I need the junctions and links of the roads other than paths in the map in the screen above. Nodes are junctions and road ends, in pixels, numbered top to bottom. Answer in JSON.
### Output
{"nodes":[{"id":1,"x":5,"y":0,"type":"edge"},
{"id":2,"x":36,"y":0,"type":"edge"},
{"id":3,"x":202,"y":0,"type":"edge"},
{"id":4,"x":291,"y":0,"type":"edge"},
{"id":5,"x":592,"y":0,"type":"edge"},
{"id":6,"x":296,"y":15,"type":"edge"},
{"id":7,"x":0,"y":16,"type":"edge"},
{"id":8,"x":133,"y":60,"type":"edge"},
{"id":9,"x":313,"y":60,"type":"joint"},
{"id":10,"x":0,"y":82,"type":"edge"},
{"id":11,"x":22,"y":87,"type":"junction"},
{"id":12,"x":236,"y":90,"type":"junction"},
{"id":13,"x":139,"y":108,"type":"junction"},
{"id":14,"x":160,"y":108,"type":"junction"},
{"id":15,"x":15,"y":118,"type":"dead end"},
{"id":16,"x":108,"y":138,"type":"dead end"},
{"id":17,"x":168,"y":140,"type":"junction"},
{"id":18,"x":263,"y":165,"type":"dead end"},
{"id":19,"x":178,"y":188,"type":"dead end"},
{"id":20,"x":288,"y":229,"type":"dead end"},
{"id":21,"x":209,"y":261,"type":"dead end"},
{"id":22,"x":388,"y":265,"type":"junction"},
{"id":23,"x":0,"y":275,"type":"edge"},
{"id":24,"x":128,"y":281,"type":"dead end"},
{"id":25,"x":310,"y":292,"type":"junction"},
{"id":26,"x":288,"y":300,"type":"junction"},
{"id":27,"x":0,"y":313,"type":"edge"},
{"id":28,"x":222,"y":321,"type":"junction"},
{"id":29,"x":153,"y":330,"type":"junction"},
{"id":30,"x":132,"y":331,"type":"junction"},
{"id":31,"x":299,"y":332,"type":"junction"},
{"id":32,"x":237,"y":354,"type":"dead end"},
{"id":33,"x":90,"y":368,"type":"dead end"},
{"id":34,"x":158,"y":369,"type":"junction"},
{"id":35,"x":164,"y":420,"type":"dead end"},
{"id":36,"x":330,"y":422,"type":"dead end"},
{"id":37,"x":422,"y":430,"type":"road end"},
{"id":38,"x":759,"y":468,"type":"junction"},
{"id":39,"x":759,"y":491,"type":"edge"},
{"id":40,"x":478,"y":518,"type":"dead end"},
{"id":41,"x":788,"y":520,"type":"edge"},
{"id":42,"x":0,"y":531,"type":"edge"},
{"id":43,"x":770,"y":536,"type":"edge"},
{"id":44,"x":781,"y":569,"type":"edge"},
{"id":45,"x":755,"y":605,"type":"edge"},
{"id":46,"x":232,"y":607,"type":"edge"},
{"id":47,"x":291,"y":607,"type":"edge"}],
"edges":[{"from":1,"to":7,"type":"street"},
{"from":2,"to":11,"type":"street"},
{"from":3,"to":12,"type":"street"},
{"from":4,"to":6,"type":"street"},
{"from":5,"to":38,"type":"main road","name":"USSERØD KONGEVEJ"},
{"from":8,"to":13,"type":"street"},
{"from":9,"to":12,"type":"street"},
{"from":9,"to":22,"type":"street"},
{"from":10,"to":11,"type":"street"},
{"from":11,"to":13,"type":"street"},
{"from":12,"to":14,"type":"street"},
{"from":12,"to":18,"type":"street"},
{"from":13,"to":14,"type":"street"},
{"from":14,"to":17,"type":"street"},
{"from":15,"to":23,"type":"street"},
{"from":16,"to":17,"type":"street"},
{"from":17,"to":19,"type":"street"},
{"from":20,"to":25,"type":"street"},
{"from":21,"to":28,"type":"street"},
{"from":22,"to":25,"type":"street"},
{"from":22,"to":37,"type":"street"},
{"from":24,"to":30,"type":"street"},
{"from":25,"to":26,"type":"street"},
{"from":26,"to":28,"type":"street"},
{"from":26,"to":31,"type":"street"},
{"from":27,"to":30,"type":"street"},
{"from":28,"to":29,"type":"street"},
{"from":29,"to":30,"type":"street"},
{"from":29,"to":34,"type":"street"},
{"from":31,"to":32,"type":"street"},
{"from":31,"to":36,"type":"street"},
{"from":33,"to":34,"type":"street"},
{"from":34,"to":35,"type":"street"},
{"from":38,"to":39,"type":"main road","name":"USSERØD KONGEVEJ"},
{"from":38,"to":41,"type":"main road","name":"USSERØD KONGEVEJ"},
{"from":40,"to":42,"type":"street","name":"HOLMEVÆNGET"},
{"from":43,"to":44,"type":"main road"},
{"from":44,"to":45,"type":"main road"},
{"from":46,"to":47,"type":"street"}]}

++++++++++++++++++++

Only lines holding the word "KONGEVEJ" are wanted; list them all from the material.

• [ANSWER TO THE PROBLEM]
{"from":5,"to":38,"type":"main road","name":"USSERØD KONGEVEJ"},
{"from":38,"to":39,"type":"main road","name":"USSERØD KONGEVEJ"},
{"from":38,"to":41,"type":"main road","name":"USSERØD KONGEVEJ"},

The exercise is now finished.